◆ REQUIRED ACTION ◆
I would like every line of the records below that contains the word "Left" copied.

◆ Saved data entries ◆
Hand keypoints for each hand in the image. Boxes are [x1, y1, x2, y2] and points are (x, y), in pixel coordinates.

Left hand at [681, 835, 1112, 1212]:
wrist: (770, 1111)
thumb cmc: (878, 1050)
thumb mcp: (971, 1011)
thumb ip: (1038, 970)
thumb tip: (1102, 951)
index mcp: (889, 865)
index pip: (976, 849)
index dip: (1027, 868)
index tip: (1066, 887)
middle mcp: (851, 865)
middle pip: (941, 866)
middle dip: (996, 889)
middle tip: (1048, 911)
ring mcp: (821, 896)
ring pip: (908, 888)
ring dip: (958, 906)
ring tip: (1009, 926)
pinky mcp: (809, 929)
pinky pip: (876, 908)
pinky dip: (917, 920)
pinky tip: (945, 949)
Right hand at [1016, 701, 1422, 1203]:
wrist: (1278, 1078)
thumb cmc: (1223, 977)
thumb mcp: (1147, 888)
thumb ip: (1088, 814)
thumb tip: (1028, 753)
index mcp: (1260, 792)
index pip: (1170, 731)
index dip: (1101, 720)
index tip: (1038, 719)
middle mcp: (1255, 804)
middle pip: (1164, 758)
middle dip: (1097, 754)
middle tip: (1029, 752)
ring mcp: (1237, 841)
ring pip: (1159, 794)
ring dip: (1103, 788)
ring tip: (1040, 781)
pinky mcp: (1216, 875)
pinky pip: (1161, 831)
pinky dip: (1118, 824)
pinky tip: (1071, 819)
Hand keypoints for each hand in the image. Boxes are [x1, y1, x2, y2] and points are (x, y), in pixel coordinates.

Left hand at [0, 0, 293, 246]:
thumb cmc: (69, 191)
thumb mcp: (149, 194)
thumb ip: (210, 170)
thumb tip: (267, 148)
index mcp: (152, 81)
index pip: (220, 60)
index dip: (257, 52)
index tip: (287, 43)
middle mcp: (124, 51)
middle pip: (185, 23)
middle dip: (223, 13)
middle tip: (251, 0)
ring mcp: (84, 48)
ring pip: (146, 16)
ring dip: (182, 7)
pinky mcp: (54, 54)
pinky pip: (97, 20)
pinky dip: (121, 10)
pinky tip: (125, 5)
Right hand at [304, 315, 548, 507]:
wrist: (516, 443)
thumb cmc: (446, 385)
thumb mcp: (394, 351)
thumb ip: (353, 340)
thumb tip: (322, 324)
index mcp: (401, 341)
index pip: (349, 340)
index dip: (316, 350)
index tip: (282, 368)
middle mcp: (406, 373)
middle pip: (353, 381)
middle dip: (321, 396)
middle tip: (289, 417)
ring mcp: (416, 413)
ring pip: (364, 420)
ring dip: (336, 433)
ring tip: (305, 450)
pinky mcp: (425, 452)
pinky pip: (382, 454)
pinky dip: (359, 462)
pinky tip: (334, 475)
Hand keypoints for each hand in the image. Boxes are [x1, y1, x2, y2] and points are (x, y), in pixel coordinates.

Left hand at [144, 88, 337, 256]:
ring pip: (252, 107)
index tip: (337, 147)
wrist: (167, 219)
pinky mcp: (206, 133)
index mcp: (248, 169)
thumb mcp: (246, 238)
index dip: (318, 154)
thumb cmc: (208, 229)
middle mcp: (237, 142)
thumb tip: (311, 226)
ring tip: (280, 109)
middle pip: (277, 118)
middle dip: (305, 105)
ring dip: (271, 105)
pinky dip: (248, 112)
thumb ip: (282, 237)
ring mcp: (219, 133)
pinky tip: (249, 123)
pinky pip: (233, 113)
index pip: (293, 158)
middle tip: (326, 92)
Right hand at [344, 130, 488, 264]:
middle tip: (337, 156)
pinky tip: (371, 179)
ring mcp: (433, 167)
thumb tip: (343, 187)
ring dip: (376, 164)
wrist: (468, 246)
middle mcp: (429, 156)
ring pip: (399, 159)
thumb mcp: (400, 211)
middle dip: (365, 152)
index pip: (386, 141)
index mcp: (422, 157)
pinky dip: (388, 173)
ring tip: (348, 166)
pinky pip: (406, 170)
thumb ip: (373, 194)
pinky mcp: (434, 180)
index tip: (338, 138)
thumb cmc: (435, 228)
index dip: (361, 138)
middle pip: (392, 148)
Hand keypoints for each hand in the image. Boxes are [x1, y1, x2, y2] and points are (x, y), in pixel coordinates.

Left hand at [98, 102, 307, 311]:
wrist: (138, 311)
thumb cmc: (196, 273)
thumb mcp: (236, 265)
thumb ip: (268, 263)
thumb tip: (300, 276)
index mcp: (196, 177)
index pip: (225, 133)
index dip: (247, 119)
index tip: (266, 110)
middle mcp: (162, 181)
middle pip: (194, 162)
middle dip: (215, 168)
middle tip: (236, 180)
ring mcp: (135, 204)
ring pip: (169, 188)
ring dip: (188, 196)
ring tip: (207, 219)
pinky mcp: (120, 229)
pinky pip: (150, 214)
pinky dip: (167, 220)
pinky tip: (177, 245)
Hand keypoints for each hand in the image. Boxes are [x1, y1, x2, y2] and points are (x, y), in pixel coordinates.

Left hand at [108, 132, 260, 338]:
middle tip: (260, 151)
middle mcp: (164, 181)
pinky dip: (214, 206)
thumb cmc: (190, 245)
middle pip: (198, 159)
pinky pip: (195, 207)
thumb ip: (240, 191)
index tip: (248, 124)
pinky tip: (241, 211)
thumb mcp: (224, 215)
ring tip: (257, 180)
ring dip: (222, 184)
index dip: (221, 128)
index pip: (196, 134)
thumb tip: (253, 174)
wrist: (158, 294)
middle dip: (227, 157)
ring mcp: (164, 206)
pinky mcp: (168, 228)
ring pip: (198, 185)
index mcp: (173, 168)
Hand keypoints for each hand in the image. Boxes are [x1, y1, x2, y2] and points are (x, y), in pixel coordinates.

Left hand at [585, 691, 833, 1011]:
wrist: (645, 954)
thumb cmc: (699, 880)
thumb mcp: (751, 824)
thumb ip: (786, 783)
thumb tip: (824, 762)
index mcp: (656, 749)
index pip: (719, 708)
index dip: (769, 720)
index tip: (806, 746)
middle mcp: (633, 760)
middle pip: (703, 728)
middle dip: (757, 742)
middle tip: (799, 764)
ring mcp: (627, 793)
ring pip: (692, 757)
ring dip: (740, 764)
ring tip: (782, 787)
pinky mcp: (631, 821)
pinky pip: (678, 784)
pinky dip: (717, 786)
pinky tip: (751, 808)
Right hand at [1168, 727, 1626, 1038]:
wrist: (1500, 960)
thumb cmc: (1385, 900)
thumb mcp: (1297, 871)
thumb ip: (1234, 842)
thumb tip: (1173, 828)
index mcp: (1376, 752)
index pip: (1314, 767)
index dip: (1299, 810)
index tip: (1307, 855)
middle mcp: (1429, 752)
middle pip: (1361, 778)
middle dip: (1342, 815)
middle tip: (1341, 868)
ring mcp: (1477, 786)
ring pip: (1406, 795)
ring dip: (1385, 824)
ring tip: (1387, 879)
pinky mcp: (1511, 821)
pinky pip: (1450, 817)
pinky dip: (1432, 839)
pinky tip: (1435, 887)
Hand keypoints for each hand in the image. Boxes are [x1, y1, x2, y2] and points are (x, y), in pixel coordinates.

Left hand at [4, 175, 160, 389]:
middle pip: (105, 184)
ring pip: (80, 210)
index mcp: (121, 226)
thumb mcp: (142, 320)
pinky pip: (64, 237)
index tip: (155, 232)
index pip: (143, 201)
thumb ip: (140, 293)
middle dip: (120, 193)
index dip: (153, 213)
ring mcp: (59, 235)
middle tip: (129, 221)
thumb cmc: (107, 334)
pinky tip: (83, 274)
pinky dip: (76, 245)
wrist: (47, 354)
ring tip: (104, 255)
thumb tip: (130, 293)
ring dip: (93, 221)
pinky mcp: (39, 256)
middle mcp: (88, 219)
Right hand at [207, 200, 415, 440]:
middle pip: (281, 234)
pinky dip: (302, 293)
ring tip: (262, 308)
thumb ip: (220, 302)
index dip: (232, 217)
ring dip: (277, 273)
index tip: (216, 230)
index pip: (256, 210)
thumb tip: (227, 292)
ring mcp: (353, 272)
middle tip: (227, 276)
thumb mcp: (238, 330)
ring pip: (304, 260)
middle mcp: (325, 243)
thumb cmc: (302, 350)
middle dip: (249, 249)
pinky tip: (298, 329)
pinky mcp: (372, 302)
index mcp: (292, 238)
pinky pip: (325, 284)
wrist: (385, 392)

◆ ANSWER SECTION ◆
Left hand at [681, 835, 1112, 1212]:
Left hand at [0, 0, 293, 246]:
Left hand at [144, 88, 337, 256]:
Left hand at [98, 102, 307, 311]:
Left hand at [108, 132, 260, 338]:
Left hand at [585, 691, 833, 1011]:
Left hand at [4, 175, 160, 389]:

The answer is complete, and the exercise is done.